#### Directions for this task:
Where does the word "ends" appear in the data? Copy every line that holds it.

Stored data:
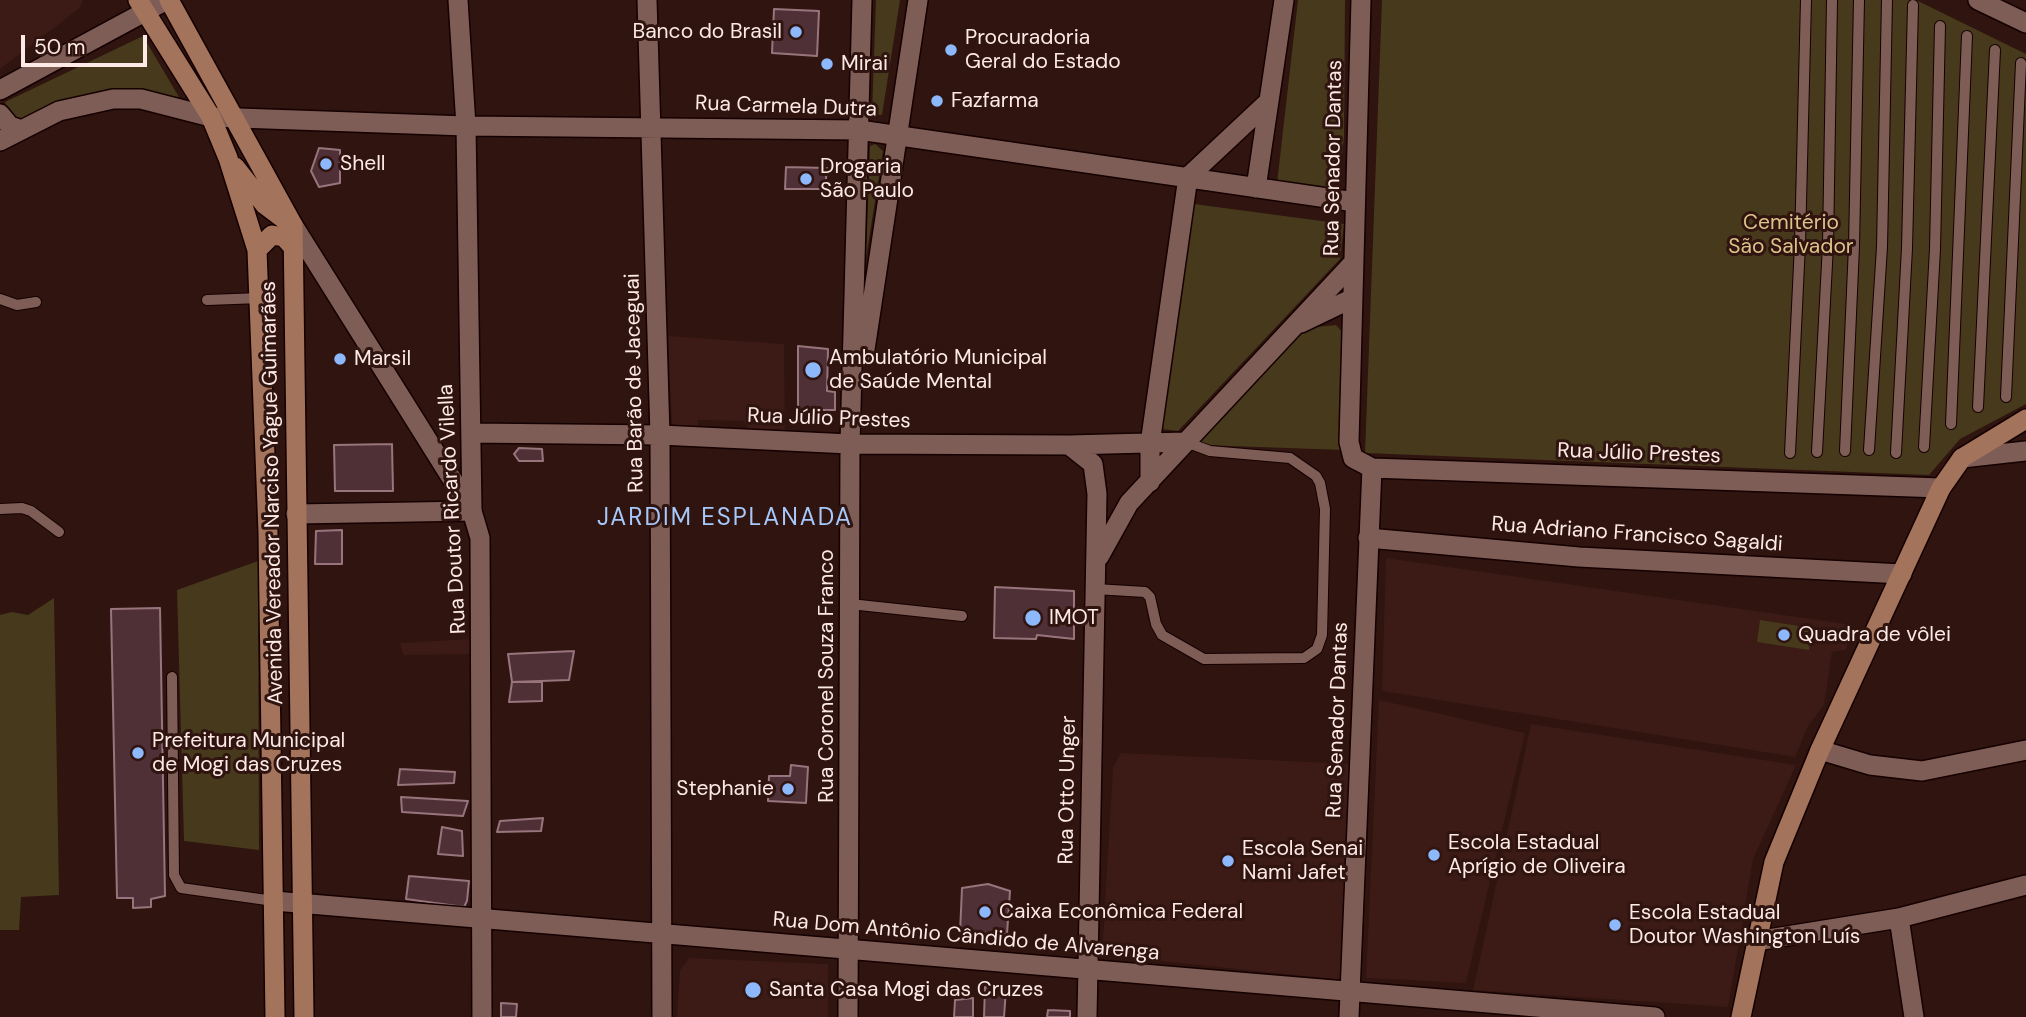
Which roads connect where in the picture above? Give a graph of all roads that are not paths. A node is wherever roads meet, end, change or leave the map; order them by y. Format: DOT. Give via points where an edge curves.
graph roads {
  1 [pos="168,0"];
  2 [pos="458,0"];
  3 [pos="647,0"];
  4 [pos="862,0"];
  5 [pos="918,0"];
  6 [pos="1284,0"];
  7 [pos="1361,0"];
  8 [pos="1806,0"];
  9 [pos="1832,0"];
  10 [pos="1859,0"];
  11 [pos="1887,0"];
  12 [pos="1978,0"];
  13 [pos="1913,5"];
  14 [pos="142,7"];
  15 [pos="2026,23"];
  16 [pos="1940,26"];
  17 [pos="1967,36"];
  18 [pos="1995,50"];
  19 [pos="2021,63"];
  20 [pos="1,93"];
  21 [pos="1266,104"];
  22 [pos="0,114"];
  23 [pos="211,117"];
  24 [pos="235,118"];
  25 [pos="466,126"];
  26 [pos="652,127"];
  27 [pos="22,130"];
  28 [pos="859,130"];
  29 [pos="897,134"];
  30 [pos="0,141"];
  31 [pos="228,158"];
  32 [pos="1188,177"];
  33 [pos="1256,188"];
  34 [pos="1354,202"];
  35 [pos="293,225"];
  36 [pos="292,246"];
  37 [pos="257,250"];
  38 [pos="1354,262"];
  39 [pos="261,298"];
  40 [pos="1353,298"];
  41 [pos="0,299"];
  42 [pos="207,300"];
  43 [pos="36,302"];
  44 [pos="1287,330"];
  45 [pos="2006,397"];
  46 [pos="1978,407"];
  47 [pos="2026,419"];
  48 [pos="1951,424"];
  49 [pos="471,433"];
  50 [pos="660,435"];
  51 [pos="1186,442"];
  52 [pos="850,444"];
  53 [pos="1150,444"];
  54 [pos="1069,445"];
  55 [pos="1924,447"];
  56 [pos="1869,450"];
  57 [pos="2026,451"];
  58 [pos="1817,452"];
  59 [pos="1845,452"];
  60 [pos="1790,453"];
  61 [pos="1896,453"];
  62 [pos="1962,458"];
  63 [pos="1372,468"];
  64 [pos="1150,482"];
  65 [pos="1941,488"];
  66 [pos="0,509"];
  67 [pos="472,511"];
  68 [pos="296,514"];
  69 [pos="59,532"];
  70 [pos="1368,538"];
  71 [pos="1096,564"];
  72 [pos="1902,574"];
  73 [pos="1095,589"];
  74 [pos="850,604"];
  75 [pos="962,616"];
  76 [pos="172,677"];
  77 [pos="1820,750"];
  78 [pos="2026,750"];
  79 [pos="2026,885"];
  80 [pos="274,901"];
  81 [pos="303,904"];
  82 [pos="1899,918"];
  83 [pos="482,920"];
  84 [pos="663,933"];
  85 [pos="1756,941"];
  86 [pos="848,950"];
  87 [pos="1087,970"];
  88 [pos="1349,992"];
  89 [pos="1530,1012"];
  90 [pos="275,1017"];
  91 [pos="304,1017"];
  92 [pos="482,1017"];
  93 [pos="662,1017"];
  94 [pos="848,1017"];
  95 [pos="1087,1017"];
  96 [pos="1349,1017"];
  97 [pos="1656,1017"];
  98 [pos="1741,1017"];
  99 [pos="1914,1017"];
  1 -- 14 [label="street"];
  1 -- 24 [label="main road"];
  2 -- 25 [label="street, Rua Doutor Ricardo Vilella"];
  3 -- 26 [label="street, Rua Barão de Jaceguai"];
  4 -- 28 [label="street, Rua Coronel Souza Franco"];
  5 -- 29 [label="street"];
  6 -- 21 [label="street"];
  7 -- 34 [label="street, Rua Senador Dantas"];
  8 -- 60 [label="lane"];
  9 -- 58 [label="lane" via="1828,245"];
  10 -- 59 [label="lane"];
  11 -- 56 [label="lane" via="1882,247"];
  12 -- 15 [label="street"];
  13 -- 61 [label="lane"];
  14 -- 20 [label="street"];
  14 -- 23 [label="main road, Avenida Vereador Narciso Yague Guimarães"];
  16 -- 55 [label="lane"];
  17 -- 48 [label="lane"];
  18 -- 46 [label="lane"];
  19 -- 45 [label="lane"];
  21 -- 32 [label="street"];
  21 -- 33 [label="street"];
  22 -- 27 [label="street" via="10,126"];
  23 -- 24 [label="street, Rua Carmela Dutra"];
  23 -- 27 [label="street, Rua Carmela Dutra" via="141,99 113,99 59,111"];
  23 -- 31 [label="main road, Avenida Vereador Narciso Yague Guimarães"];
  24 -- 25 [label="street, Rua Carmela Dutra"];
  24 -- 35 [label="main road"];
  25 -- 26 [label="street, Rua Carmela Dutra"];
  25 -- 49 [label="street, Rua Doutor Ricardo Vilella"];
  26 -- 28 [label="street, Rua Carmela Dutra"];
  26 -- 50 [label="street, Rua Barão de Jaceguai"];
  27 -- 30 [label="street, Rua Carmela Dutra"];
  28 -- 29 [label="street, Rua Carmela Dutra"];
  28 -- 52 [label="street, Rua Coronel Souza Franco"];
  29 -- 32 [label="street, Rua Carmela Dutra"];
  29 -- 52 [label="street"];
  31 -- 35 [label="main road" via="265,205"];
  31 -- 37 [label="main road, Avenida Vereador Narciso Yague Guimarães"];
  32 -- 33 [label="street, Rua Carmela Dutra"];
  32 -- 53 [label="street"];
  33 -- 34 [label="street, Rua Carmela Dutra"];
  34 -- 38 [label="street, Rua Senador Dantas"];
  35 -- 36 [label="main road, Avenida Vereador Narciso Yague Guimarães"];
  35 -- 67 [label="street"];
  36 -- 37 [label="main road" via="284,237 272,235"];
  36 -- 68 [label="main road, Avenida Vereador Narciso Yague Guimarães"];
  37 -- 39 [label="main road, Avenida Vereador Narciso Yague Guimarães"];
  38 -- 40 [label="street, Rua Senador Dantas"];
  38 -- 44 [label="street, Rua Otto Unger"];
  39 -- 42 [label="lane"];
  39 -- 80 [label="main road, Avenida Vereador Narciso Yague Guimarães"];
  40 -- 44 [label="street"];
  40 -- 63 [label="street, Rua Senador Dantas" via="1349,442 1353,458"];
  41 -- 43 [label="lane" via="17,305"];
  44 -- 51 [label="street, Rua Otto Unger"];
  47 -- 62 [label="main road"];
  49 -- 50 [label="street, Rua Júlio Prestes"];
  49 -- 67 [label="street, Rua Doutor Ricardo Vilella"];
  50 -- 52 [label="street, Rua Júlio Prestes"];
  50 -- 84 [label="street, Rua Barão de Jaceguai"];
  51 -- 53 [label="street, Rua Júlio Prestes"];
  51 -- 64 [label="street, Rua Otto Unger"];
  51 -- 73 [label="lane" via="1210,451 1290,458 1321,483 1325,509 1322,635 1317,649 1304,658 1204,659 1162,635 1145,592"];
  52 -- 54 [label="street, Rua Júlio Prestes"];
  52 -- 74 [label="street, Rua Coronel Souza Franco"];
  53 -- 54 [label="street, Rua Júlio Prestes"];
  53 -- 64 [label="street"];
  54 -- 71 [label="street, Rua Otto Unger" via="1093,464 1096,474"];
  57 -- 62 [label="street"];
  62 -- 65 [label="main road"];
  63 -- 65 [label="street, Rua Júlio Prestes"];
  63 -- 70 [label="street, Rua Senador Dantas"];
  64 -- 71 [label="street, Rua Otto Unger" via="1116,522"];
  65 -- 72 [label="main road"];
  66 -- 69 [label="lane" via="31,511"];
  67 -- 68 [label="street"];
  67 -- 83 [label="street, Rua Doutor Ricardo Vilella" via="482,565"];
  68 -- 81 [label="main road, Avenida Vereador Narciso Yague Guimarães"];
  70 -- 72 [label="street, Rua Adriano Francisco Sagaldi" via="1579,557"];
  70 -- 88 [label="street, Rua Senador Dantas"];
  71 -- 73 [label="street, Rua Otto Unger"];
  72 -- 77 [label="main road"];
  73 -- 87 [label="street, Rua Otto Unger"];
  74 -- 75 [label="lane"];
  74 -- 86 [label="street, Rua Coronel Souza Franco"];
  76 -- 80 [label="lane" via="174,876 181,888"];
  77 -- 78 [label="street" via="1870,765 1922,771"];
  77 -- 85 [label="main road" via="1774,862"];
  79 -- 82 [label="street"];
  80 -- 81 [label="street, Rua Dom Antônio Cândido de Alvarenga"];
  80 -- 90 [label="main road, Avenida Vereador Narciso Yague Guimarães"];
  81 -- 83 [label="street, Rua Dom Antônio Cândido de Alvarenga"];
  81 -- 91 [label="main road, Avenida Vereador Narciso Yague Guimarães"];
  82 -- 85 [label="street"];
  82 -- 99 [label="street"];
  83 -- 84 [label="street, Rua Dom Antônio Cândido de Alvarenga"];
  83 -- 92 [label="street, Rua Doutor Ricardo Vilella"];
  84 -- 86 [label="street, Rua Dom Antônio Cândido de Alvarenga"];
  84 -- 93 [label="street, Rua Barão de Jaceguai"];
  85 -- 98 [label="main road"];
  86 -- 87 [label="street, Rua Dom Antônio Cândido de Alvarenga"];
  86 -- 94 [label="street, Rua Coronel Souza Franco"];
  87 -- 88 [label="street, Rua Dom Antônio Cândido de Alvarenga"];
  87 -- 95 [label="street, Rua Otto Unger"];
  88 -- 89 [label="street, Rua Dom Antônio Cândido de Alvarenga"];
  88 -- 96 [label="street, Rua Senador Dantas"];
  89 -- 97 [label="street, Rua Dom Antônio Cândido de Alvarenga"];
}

--

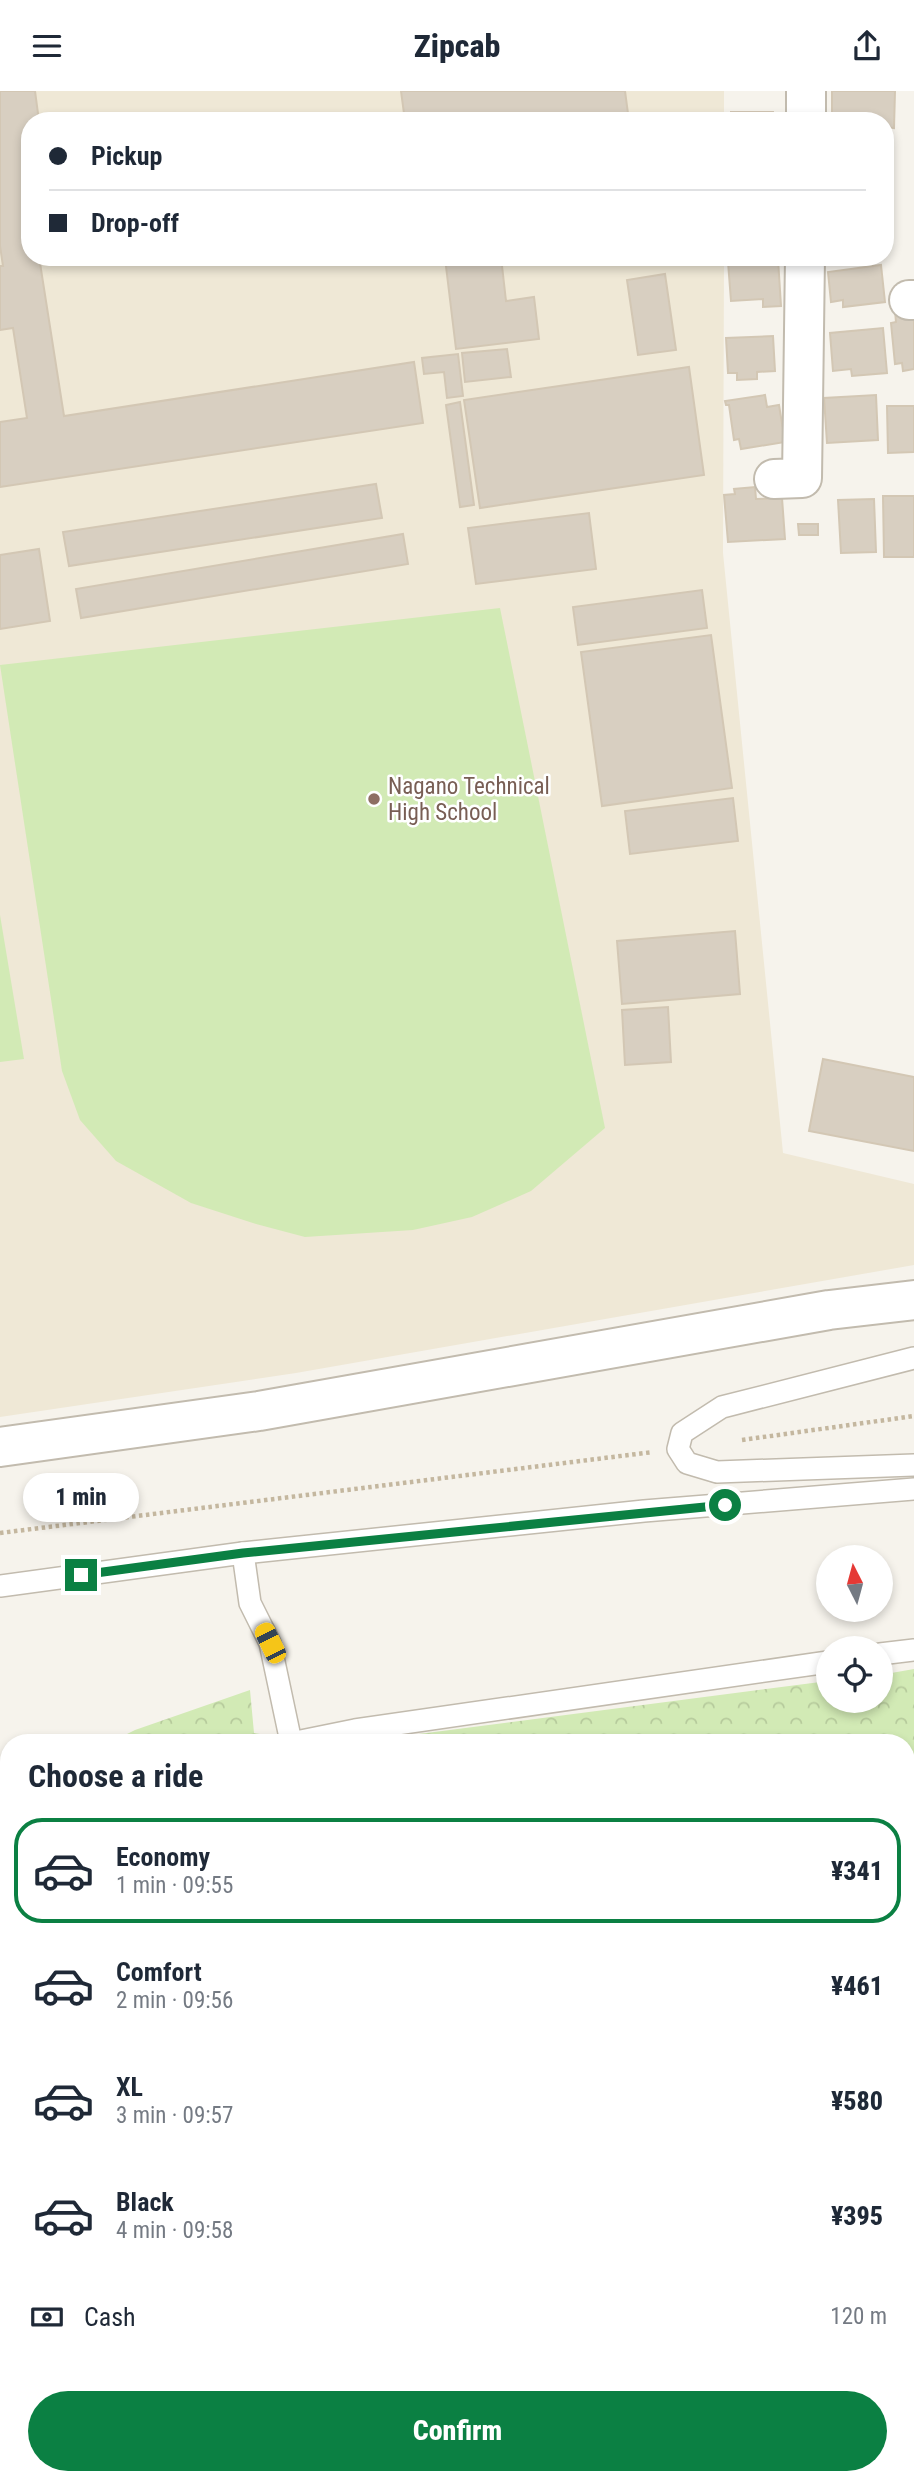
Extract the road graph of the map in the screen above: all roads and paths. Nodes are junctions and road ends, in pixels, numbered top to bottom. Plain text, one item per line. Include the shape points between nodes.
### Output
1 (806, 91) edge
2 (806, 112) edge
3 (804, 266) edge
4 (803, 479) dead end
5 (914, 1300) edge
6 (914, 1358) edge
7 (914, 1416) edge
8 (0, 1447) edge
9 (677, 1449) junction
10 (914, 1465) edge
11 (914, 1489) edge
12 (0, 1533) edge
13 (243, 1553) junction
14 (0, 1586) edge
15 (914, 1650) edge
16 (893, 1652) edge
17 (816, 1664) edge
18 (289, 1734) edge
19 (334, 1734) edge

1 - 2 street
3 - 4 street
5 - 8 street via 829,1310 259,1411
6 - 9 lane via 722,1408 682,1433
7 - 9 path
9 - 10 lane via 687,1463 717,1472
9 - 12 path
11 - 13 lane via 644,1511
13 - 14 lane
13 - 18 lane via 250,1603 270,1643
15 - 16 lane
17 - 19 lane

...

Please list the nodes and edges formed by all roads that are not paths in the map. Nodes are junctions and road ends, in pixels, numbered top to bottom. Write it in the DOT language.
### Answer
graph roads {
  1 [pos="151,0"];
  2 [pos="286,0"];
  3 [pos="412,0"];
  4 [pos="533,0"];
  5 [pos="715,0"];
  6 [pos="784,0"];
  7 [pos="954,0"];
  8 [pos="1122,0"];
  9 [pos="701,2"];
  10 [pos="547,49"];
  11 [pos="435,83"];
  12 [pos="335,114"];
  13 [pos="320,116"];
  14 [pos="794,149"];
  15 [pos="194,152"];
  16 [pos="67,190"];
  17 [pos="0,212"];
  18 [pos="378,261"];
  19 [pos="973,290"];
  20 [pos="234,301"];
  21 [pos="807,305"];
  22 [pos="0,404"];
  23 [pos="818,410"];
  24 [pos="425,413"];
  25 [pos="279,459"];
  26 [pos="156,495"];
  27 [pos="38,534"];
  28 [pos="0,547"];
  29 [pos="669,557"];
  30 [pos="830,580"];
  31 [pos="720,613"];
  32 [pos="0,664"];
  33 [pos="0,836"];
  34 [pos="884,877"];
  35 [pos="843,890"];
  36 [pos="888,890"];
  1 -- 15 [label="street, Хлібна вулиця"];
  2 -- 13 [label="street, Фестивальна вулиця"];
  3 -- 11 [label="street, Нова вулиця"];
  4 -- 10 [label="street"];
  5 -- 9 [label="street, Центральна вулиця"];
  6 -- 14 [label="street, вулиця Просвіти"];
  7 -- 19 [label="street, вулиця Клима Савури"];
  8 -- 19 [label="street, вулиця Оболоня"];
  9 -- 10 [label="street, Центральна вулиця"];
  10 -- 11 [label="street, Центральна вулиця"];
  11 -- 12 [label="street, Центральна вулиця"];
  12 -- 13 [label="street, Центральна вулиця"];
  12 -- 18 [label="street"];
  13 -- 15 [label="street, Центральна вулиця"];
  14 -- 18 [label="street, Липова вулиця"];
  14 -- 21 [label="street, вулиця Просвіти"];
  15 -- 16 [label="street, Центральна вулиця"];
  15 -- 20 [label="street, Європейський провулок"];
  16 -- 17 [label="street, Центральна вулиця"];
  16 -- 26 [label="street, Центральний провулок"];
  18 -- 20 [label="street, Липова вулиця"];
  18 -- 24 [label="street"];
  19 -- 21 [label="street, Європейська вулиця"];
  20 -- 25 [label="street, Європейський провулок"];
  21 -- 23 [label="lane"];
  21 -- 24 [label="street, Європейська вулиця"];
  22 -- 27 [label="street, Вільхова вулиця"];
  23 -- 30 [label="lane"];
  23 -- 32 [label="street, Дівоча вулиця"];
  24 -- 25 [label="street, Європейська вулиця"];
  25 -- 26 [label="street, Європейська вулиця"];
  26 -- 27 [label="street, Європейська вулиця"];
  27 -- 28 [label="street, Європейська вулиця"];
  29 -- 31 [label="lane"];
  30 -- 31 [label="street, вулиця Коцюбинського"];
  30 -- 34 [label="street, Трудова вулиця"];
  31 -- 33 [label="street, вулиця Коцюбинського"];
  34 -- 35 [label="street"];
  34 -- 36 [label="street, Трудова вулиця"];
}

#### Answer box:
Extract the road graph of the map in the screen above: all roads and paths. Nodes are junctions and road ends, in pixels, numbered top to bottom. Plain text, one item per line. Include the shape points between nodes.
Please list the nodes and edges formed by all roads that are not paths in the map. Nodes are junctions and road ends, in pixels, numbered top to bottom. Write it in the DOT language.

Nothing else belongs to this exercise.